Give the listing again exactly, skipping any pictures it holds.

---------------

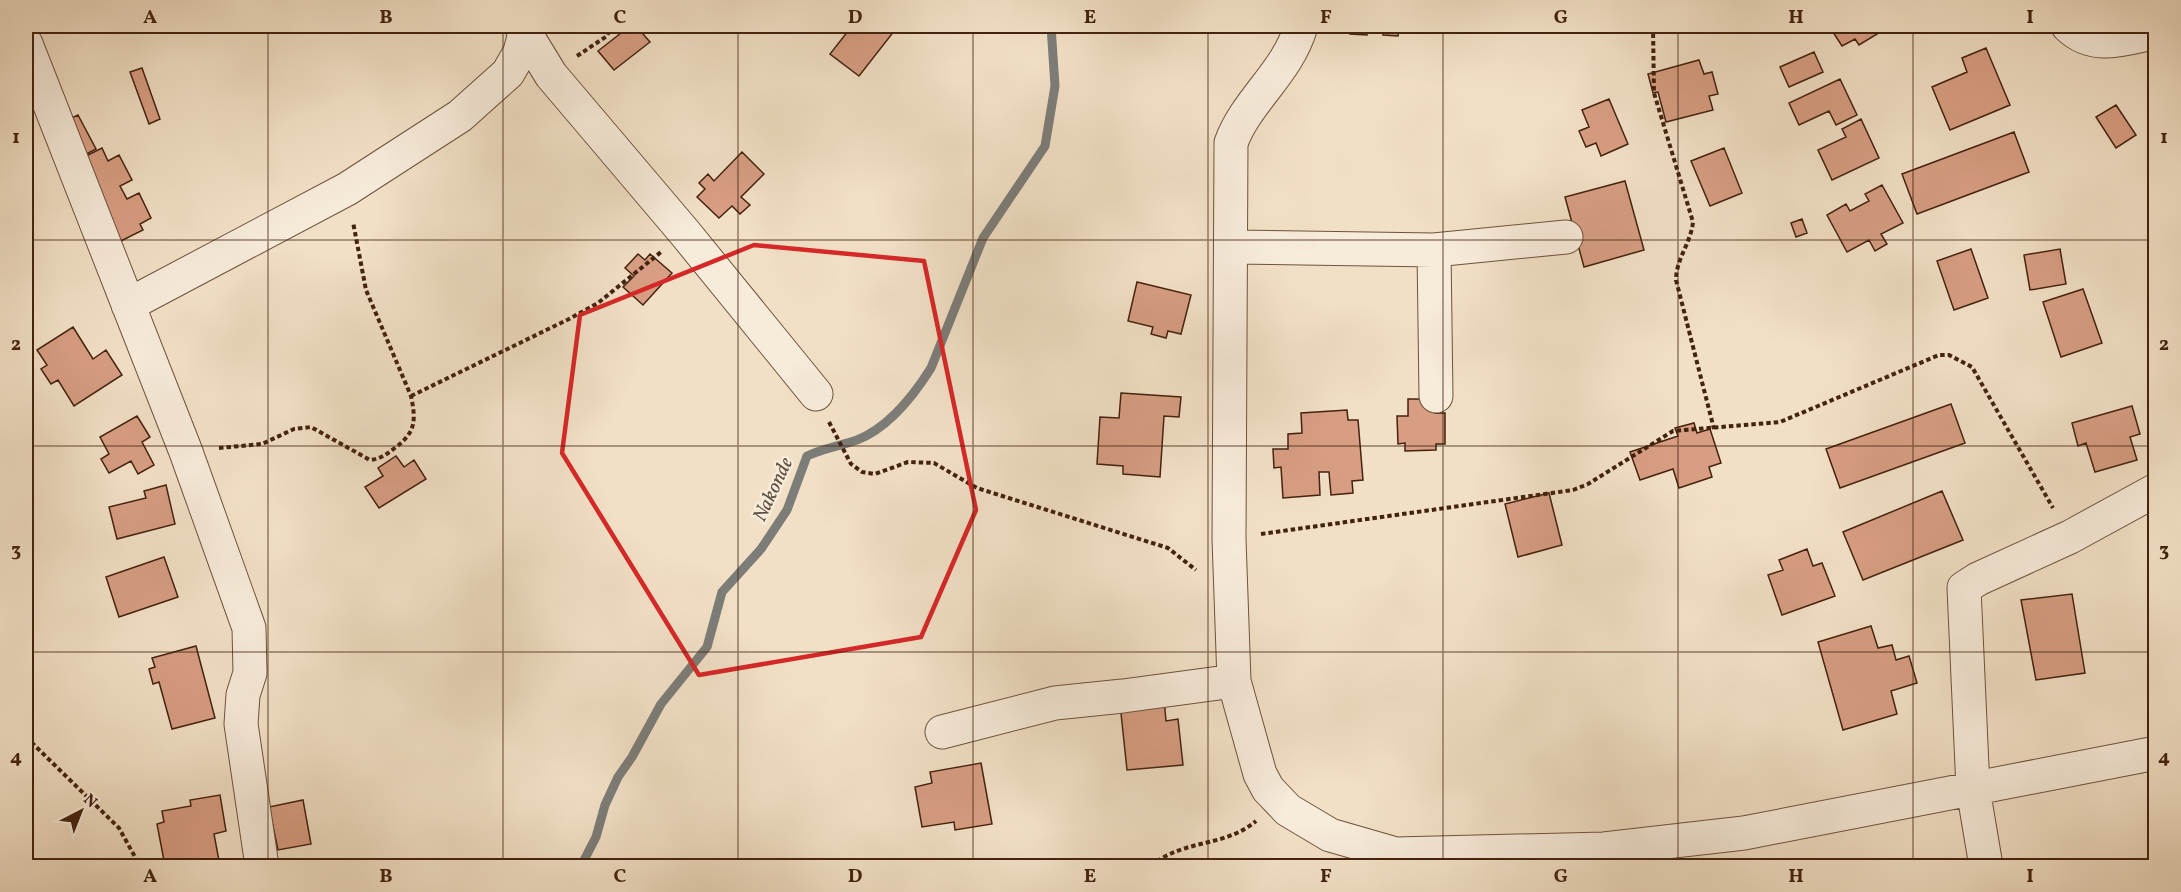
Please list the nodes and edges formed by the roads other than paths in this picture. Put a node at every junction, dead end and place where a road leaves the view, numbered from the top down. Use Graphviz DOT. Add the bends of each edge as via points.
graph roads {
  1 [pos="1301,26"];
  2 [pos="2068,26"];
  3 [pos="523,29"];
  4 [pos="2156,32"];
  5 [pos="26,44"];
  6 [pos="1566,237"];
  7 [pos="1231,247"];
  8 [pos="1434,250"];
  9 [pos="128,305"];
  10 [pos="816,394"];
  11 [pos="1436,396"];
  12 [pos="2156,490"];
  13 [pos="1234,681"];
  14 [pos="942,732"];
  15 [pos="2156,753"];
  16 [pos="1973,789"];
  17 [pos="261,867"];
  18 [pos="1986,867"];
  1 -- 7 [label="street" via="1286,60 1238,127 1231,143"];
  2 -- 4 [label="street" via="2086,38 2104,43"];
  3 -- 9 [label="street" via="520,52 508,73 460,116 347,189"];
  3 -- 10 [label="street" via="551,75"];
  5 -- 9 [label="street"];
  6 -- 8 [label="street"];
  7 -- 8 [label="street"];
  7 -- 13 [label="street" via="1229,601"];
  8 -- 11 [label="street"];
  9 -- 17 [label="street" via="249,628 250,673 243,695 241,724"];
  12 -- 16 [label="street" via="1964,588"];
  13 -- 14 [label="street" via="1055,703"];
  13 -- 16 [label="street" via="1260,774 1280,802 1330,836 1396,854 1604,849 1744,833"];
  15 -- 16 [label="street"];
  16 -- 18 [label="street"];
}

---------------

• [TASK OUTPUT]:
Please list the nodes and edges formed by the roads other than paths in this picture. Put a node at every junction, dead end and place where a road leaves the view, numbered from the top down. Use Graphviz DOT. Add the bends of each edge as via points.
graph roads {
  1 [pos="1301,26"];
  2 [pos="2068,26"];
  3 [pos="523,29"];
  4 [pos="2156,32"];
  5 [pos="26,44"];
  6 [pos="1566,237"];
  7 [pos="1231,247"];
  8 [pos="1434,250"];
  9 [pos="128,305"];
  10 [pos="816,394"];
  11 [pos="1436,396"];
  12 [pos="2156,490"];
  13 [pos="1234,681"];
  14 [pos="942,732"];
  15 [pos="2156,753"];
  16 [pos="1973,789"];
  17 [pos="261,867"];
  18 [pos="1986,867"];
  1 -- 7 [label="street" via="1286,60 1238,127 1231,143"];
  2 -- 4 [label="street" via="2086,38 2104,43"];
  3 -- 9 [label="street" via="520,52 508,73 460,116 347,189"];
  3 -- 10 [label="street" via="551,75"];
  5 -- 9 [label="street"];
  6 -- 8 [label="street"];
  7 -- 8 [label="street"];
  7 -- 13 [label="street" via="1229,601"];
  8 -- 11 [label="street"];
  9 -- 17 [label="street" via="249,628 250,673 243,695 241,724"];
  12 -- 16 [label="street" via="1964,588"];
  13 -- 14 [label="street" via="1055,703"];
  13 -- 16 [label="street" via="1260,774 1280,802 1330,836 1396,854 1604,849 1744,833"];
  15 -- 16 [label="street"];
  16 -- 18 [label="street"];
}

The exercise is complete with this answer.